Data to examine ::

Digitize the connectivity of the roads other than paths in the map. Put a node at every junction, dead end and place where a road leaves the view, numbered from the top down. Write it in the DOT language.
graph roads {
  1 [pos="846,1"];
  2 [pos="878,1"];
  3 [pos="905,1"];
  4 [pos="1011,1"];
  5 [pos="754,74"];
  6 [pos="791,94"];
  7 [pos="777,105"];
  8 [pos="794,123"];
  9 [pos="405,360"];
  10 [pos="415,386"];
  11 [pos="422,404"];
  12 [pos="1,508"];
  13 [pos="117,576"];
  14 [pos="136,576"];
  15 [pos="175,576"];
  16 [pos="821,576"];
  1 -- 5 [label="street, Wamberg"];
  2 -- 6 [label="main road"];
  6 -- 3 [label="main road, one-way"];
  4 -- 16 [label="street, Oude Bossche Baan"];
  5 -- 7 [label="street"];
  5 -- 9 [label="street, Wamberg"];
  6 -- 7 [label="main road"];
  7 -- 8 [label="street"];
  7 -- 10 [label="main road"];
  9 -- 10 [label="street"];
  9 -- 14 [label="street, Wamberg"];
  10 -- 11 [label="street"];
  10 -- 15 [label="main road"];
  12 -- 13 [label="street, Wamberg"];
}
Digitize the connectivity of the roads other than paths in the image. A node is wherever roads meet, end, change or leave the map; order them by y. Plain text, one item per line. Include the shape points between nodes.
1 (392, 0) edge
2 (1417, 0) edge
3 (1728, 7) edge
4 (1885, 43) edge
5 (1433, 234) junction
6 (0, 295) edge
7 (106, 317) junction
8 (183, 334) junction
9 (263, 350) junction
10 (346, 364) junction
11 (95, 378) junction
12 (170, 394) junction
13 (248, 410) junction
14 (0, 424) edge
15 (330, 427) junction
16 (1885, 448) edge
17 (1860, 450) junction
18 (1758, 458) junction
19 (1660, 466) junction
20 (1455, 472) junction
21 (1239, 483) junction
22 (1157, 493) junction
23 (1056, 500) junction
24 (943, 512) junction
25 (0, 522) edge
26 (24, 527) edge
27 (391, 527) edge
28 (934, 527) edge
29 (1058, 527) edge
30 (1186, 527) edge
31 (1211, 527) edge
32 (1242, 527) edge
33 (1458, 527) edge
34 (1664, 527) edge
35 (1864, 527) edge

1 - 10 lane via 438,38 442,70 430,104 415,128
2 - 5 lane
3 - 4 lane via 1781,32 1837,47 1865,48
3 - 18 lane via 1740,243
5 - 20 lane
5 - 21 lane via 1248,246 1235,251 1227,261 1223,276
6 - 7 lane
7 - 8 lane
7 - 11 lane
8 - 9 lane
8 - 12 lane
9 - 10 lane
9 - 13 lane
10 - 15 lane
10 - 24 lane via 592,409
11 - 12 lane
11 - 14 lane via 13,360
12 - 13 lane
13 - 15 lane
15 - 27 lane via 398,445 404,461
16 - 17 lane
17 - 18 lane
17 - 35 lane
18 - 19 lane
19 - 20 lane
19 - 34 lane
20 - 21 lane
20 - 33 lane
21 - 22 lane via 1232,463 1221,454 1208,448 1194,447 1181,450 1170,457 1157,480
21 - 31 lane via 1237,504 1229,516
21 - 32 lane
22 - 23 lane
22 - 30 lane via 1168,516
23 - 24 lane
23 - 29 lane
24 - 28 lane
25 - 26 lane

The problem ::
Everything in the listing must be reproduced exactly; please include every line.

Task result ::
Digitize the connectivity of the roads other than paths in the map. Put a node at every junction, dead end and place where a road leaves the view, numbered from the top down. Write it in the DOT language.
graph roads {
  1 [pos="846,1"];
  2 [pos="878,1"];
  3 [pos="905,1"];
  4 [pos="1011,1"];
  5 [pos="754,74"];
  6 [pos="791,94"];
  7 [pos="777,105"];
  8 [pos="794,123"];
  9 [pos="405,360"];
  10 [pos="415,386"];
  11 [pos="422,404"];
  12 [pos="1,508"];
  13 [pos="117,576"];
  14 [pos="136,576"];
  15 [pos="175,576"];
  16 [pos="821,576"];
  1 -- 5 [label="street, Wamberg"];
  2 -- 6 [label="main road"];
  6 -- 3 [label="main road, one-way"];
  4 -- 16 [label="street, Oude Bossche Baan"];
  5 -- 7 [label="street"];
  5 -- 9 [label="street, Wamberg"];
  6 -- 7 [label="main road"];
  7 -- 8 [label="street"];
  7 -- 10 [label="main road"];
  9 -- 10 [label="street"];
  9 -- 14 [label="street, Wamberg"];
  10 -- 11 [label="street"];
  10 -- 15 [label="main road"];
  12 -- 13 [label="street, Wamberg"];
}
Digitize the connectivity of the roads other than paths in the image. A node is wherever roads meet, end, change or leave the map; order them by y. Plain text, one item per line. Include the shape points between nodes.
1 (392, 0) edge
2 (1417, 0) edge
3 (1728, 7) edge
4 (1885, 43) edge
5 (1433, 234) junction
6 (0, 295) edge
7 (106, 317) junction
8 (183, 334) junction
9 (263, 350) junction
10 (346, 364) junction
11 (95, 378) junction
12 (170, 394) junction
13 (248, 410) junction
14 (0, 424) edge
15 (330, 427) junction
16 (1885, 448) edge
17 (1860, 450) junction
18 (1758, 458) junction
19 (1660, 466) junction
20 (1455, 472) junction
21 (1239, 483) junction
22 (1157, 493) junction
23 (1056, 500) junction
24 (943, 512) junction
25 (0, 522) edge
26 (24, 527) edge
27 (391, 527) edge
28 (934, 527) edge
29 (1058, 527) edge
30 (1186, 527) edge
31 (1211, 527) edge
32 (1242, 527) edge
33 (1458, 527) edge
34 (1664, 527) edge
35 (1864, 527) edge

1 - 10 lane via 438,38 442,70 430,104 415,128
2 - 5 lane
3 - 4 lane via 1781,32 1837,47 1865,48
3 - 18 lane via 1740,243
5 - 20 lane
5 - 21 lane via 1248,246 1235,251 1227,261 1223,276
6 - 7 lane
7 - 8 lane
7 - 11 lane
8 - 9 lane
8 - 12 lane
9 - 10 lane
9 - 13 lane
10 - 15 lane
10 - 24 lane via 592,409
11 - 12 lane
11 - 14 lane via 13,360
12 - 13 lane
13 - 15 lane
15 - 27 lane via 398,445 404,461
16 - 17 lane
17 - 18 lane
17 - 35 lane
18 - 19 lane
19 - 20 lane
19 - 34 lane
20 - 21 lane
20 - 33 lane
21 - 22 lane via 1232,463 1221,454 1208,448 1194,447 1181,450 1170,457 1157,480
21 - 31 lane via 1237,504 1229,516
21 - 32 lane
22 - 23 lane
22 - 30 lane via 1168,516
23 - 24 lane
23 - 29 lane
24 - 28 lane
25 - 26 lane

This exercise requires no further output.